Alcuni testimoni riferirono di aver visto le vittime in compagnia di uomini poco prima degli omicidi, ma le descrizioni erano vaghe: a volte un uomo dall’aspetto rispettabile con baffi e cappello a cilindro, altre una figura rozza e minacciosa, o ancora uno straniero dall’aspetto ‘ebraico’, riflesso dell’antisemitismo dilagante nel quartiere.
Infine, Mary Jane Kelly, l’ultima vittima. Più giovane e più attraente delle altre, lavorava in una stanza propria, non sulla strada. L’assassinio avvenne al chiuso, il killer ebbe così tutto il tempo di dare sfogo alla sua furia omicida. Poi, il silenzio. Nei mesi e negli anni successivi ci furono altri omicidi a Whitechapel, ma nessuno portava il marchio dello Squartatore. Era morto? Era in manicomio? Era fuggito? O aveva soddisfatto l’oscuro impulso che lo aveva spinto a uccidere?
Gli studiosi hanno proposto centinaia di teorie e sospettati.

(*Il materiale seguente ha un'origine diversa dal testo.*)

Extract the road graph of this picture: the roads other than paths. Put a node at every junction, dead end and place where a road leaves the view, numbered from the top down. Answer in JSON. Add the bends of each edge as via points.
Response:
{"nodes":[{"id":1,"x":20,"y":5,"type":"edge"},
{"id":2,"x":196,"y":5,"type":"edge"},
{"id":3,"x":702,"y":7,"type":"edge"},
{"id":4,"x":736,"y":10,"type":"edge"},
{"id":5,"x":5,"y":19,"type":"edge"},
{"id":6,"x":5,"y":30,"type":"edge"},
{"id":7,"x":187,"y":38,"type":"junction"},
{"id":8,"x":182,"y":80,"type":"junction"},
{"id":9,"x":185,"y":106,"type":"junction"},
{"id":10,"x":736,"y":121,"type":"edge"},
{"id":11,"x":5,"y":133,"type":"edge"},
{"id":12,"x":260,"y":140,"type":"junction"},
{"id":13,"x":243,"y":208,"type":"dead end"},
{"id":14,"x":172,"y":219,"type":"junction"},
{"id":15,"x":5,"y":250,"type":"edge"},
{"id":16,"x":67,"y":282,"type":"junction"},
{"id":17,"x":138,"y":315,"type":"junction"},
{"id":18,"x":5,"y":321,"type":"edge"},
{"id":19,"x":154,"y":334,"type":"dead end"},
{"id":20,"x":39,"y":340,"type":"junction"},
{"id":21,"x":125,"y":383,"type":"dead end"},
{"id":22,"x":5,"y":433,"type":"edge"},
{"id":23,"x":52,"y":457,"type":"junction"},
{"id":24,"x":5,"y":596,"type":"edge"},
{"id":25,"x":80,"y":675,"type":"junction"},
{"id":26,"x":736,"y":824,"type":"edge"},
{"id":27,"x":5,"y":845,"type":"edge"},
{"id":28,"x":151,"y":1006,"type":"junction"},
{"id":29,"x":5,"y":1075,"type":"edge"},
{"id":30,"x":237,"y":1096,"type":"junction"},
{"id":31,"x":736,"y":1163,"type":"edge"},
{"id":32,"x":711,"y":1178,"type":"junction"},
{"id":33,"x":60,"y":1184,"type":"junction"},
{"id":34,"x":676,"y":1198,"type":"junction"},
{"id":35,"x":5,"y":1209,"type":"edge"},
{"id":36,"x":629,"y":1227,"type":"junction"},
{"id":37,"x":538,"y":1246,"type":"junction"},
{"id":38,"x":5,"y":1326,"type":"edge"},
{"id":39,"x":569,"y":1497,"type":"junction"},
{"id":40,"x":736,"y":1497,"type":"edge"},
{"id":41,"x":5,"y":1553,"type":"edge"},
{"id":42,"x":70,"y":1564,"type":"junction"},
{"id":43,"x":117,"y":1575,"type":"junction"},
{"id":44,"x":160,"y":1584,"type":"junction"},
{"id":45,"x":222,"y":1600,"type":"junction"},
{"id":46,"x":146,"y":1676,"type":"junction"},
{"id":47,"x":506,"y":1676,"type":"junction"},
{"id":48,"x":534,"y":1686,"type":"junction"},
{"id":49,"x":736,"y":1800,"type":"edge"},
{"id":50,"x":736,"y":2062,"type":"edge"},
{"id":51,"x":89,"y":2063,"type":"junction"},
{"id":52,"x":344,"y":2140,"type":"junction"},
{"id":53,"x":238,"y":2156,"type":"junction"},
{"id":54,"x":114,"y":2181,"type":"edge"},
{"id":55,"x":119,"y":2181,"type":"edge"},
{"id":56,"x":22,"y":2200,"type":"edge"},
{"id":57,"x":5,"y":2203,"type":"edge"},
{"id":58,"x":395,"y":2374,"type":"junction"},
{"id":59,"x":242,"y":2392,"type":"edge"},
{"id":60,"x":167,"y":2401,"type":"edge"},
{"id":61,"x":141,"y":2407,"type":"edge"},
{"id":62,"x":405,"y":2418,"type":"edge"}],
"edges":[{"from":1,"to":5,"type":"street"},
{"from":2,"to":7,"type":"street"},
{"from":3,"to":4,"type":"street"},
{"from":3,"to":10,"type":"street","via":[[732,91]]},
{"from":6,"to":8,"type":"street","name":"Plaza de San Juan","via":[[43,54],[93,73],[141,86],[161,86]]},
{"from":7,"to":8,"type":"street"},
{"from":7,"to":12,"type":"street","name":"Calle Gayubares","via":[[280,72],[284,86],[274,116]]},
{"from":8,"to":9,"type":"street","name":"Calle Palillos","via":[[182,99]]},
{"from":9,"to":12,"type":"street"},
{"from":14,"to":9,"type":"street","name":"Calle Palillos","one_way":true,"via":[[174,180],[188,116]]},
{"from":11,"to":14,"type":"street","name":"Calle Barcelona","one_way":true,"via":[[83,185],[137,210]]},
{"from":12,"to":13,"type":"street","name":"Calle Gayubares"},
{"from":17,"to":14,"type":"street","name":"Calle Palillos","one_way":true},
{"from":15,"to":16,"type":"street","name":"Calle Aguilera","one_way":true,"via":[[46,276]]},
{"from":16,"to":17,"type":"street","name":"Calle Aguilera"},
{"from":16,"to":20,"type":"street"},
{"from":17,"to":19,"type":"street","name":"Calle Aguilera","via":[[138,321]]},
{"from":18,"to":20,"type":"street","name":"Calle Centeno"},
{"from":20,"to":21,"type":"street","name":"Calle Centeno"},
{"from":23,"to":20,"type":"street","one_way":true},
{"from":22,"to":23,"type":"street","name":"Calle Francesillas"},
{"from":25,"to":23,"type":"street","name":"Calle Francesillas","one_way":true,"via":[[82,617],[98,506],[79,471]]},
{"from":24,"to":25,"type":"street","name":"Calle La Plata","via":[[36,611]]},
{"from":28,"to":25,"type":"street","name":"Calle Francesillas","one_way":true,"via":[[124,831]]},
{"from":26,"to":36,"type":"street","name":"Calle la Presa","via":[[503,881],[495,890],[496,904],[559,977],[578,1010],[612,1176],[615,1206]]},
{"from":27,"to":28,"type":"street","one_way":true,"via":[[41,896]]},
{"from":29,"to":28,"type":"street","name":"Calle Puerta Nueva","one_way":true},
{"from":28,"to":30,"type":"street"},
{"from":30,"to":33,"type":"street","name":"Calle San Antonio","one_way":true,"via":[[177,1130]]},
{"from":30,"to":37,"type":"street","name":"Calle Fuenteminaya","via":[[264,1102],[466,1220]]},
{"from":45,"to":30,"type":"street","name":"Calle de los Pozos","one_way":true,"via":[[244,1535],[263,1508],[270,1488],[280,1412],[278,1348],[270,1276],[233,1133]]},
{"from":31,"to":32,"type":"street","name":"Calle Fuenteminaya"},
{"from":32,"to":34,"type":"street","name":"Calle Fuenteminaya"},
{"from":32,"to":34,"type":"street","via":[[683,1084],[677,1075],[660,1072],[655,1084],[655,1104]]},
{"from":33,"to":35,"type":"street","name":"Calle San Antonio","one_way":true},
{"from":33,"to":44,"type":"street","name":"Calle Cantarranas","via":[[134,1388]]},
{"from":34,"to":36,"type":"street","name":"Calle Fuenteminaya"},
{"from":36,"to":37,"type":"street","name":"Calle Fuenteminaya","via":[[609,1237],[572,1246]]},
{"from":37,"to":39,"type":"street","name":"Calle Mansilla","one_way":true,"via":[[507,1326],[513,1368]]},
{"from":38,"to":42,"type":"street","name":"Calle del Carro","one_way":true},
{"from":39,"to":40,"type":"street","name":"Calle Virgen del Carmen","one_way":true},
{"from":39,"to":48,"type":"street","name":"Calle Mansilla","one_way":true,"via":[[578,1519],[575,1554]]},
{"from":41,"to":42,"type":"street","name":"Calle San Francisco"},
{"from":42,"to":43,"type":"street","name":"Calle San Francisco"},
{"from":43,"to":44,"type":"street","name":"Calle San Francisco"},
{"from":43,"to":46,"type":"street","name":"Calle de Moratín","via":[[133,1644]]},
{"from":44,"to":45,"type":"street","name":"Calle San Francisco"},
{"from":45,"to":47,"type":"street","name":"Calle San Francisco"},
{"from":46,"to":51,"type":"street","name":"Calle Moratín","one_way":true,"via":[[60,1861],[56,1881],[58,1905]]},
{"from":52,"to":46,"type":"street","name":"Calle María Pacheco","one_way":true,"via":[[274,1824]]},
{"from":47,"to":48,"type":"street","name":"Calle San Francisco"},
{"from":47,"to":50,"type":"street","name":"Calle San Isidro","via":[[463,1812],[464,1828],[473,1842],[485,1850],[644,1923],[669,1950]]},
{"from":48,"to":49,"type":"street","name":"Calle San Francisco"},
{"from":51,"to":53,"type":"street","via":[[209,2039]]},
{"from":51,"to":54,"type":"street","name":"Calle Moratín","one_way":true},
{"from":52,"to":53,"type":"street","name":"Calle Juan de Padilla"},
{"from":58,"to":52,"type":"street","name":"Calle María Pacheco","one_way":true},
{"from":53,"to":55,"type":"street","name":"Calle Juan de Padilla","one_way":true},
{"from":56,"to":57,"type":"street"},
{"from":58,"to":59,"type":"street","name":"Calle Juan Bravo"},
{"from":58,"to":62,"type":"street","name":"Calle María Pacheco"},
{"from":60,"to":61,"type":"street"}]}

Tra i nomi più ricorrenti, Montague John Druitt, un avvocato trovato morto nel Tamigi poche settimane dopo l’ultimo assassinio, sospettato dalla famiglia di “tendenze omicide”. Gli investigatori indagarono su Aaron Kosminski, un barbiere ebreo polacco ricoverato in manicomio, mentre alcuni indicarono figure fantasiose come il principe Alberto Vittorio, nipote della regina Vittoria, o Lewis Carroll, l’autore di Alice nel Paese delle Meraviglie. Teorie che dimostrano quanto il caso abbia catturato l’immaginazione popolare. Analisi moderne del DNA su uno scialle presumibilmente appartenuto a una delle vittime hanno suggerito Kosminski come colpevole, ma la metodologia e l’autenticità del reperto sono state ampiamente contestate. La verità è che, con ogni probabilità, non sapremo mai chi fu veramente Jack lo Squartatore. L’assassino ha portato il suo segreto nella tomba, lasciando dietro di sé un’eredità di terrore e fascinazione.